1) UBFC-PHYS training is just much more difficult to train on. This might be especially true for data in tasks 2 and 3, where the rigid and non-rigid head and face motion can make it significantly more difficult to use as training data. It's very possible that existing methods (e.g., neural methods supported by this toolbox currently) are not suitable for such training data, and it's worth verifying this by observing the training loss, and validation loss if you use a validation set, to see if it actually behaves as one would expect if the underlying PPG signal is being learned.

2) Imperfect pre-processing. I'd investigate this based on the instructions here. UBFC-PHYS in particular, due to the amount of rigid head motion I mentioned before, may suffer from poor frames after pre-processing by this toolbox. A way to remedy that is using dynamic detection, as I mentioned before, but overall our face detection and cropping pipeline is not as strong as it can be. I plan on making a significant update to this part of the toolbox in the coming month or so when I have time in between my current research projects.
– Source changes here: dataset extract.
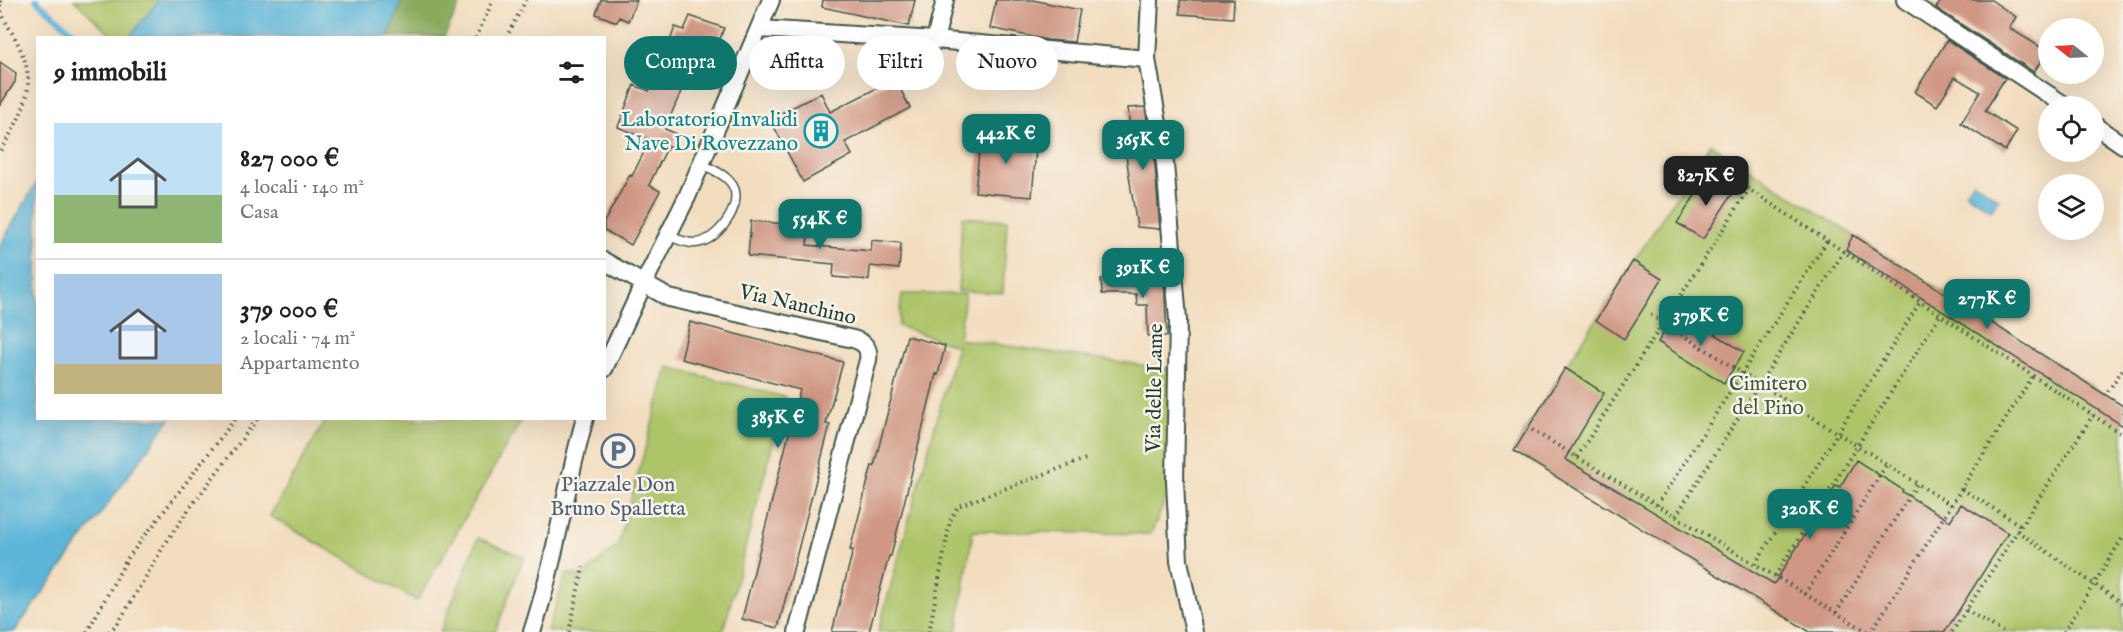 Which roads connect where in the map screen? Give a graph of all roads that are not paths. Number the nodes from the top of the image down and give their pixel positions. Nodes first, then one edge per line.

Have you also played around with any of the hyperparameters (e.g., learning rate, epochs, batch size)? That is, of course, much more time consuming, but may also be worth taking a look at if you haven't messed around with any of those settings.

Best regards,

Akshay

ycyoon commented 11 months ago

@yahskapar, thank you for your reply. I have also reviewed UBFC-PHYS and attempted only Task 1 with dynamic detection. I examined the extracted faces and found that there were not many errors for Task 1. However, the results were still poor despite trying various hyperparameters such as learning rate, frame length, and so on. None of the trials showed satisfactory performance. Lastly, I tried training with merged datasets from UBFC-2, PURE, and Cohface, and then applied the trained model to UBFC-PHYS. I then compared the predicted results with the ground truth scores (GTS) of UBFC-PHYS, and they were completely different! Now, I'm beginning to suspect that the measuring devices used by the UBFC-PHYS team may differ from other methods.

yahskapar commented 11 months ago

That's a fair point, even between UBFC-rPPG and UBFC-PHYS there appears to be a difference. UBFC-rPPG utilizes a Logitech C920 HD Pro webcam for recording at 30 FPS (result is a 640x480 video ultimately) alongside a CMS50E transmissive pulse oximeter for ground truth PPG. UBFC-PHYS on the other hand uses a EO-23121C RGB digital camera with a motion JPEG compression at 35 FPS, and an Empatica E4 wristband for PPG data (as well as skin temperature and EDA signals).

It's possible that the motion JPEG compression especially has an impact on whether or not networks, such as the common ones supported by this toolbox, can reasonably extract PPG signals during training or testnig without additional modifications.

yahskapar commented 10 months ago

I'll go ahead and close this issue for the time being due to the lack of discussion. @ycyoon, feel free to re-open or make a new one if you come across anything interesting to add to our previous discussion here.